(Collected data entries)
□ □ □
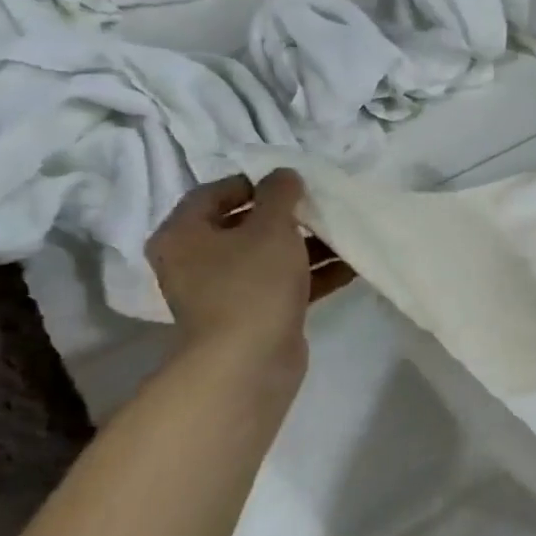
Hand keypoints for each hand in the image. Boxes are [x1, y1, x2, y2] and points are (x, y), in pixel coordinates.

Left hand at [146, 170, 332, 366]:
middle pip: (245, 226)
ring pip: (270, 257)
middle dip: (289, 217)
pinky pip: (285, 284)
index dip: (254, 183)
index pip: (214, 193)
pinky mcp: (255, 315)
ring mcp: (226, 291)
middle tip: (323, 206)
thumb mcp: (271, 228)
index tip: (293, 182)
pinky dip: (313, 274)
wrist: (249, 361)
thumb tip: (284, 175)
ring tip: (346, 234)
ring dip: (308, 246)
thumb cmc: (252, 284)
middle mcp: (197, 262)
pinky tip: (351, 266)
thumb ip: (279, 195)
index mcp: (184, 235)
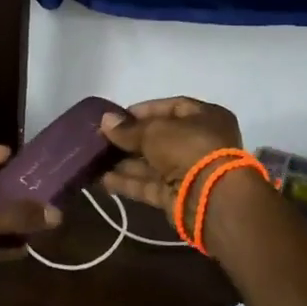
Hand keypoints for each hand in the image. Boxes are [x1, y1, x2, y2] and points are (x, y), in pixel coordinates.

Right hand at [99, 97, 244, 211]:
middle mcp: (199, 142)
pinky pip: (149, 185)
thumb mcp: (155, 131)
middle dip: (129, 139)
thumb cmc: (189, 148)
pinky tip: (102, 179)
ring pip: (151, 164)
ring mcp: (189, 171)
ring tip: (94, 159)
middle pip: (159, 138)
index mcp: (205, 118)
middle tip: (100, 139)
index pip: (171, 107)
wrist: (213, 198)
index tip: (116, 117)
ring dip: (124, 162)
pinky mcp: (177, 196)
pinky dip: (127, 182)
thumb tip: (105, 121)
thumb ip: (128, 129)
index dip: (143, 111)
□ □ □
▶ GOAL OF THE EXERCISE:
Repeat verbatim the range of lines that opens at the line containing "ring tip: (346, 234)" and closes at the last line of the entries, excluding all pictures.

▶ EXPECTED ANSWER:
ring tip: (346, 234)
ring dip: (308, 246)
thumb cmc: (252, 284)
middle mcp: (197, 262)
pinky tip: (351, 266)
thumb ip: (279, 195)
index mcp: (184, 235)
Hand keypoints for each hand in the image. Boxes are [x1, y1, x2, y2] and points are (x, y), in pixel coordinates.

Right hand at [99, 97, 244, 211]:
middle mcp: (199, 142)
pinky pip: (149, 185)
thumb mcp: (155, 131)
middle dip: (129, 139)
thumb cmc: (189, 148)
pinky tip: (102, 179)
ring pip: (151, 164)
ring mcp: (189, 171)
ring tip: (94, 159)
middle pip: (159, 138)
index mcp: (205, 118)
middle tip: (100, 139)
index pip: (171, 107)
wrist: (213, 198)
index tip: (116, 117)
ring dip: (124, 162)
pinky mcp: (177, 196)
pinky dip: (127, 182)
thumb tip: (105, 121)
thumb ip: (128, 129)
index dip: (143, 111)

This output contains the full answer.